Eleven of the 32 studies used treadmill training in combination with their VR intervention. Three of these studies used robot-assisted gait training (RAGT), and eight used standard treadmill training (TT). One study used a balance platform which was integrated into their VR task. Two used the Rutgers ankle rehabilitation system (RARS). Three studies used the IREX VR system.

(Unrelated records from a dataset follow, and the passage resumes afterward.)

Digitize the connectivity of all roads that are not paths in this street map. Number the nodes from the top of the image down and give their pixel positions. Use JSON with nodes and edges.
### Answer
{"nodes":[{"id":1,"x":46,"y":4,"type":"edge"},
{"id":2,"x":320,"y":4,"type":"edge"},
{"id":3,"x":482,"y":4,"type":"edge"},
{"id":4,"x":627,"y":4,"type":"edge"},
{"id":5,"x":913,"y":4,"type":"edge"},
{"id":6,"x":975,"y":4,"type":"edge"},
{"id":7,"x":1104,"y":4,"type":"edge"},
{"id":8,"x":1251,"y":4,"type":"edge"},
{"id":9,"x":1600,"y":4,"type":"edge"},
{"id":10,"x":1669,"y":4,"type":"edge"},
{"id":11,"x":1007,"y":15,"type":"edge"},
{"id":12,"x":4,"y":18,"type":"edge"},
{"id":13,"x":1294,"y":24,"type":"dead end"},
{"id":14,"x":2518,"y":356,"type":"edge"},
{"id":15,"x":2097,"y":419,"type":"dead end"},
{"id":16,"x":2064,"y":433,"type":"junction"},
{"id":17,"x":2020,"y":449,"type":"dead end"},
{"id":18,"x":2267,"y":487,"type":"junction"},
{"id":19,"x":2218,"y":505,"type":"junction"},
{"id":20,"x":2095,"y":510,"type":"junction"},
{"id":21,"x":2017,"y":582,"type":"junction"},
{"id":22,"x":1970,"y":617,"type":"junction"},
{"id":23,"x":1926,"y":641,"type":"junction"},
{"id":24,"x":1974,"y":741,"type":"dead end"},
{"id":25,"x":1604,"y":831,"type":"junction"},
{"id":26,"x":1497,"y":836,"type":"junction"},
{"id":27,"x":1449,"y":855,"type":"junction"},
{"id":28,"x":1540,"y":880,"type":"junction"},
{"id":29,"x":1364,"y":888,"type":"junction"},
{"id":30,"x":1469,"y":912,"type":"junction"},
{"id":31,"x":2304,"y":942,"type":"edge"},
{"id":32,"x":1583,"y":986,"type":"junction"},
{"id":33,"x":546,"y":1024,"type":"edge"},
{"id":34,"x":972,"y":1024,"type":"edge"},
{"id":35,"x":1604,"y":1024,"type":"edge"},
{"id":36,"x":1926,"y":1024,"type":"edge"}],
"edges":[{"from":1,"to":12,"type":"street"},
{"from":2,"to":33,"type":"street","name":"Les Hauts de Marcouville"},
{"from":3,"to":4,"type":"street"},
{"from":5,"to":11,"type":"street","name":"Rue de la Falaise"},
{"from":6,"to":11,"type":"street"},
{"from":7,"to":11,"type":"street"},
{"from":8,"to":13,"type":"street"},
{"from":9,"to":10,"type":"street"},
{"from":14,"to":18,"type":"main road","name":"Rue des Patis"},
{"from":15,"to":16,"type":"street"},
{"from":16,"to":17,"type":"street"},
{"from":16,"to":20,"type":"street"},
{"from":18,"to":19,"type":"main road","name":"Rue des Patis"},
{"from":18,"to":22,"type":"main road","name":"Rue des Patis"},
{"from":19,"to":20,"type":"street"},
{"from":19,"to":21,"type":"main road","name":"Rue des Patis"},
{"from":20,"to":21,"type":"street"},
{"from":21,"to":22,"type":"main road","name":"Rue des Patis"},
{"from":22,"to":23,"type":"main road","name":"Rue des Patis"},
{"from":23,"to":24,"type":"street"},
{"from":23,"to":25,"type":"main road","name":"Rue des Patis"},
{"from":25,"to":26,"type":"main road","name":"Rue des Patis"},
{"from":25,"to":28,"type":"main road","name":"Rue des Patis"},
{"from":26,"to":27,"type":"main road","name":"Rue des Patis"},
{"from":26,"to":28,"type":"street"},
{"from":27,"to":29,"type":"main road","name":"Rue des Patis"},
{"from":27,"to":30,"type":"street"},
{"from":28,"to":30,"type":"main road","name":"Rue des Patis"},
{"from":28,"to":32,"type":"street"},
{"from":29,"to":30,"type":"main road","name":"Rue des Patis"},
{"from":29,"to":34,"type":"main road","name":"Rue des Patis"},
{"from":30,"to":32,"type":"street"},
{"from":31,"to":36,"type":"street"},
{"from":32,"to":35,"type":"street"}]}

Eight studies used commercial VR systems, Wii Fit (n = 7), or Kinect (n = 1), and one study used both the Nintendo Wii and Xbox Kinect.
All 32 studies reported improvements in the primary motor outcomes specific to each intervention with the use of VR. None of the studies compared the efficacy of immersive and non-immersive VR technologies. Additionally, none of the studies investigated the specific components of their intervention (i.e., adaptability, feedback, competition, etc.) to analyze the true effectiveness of each component.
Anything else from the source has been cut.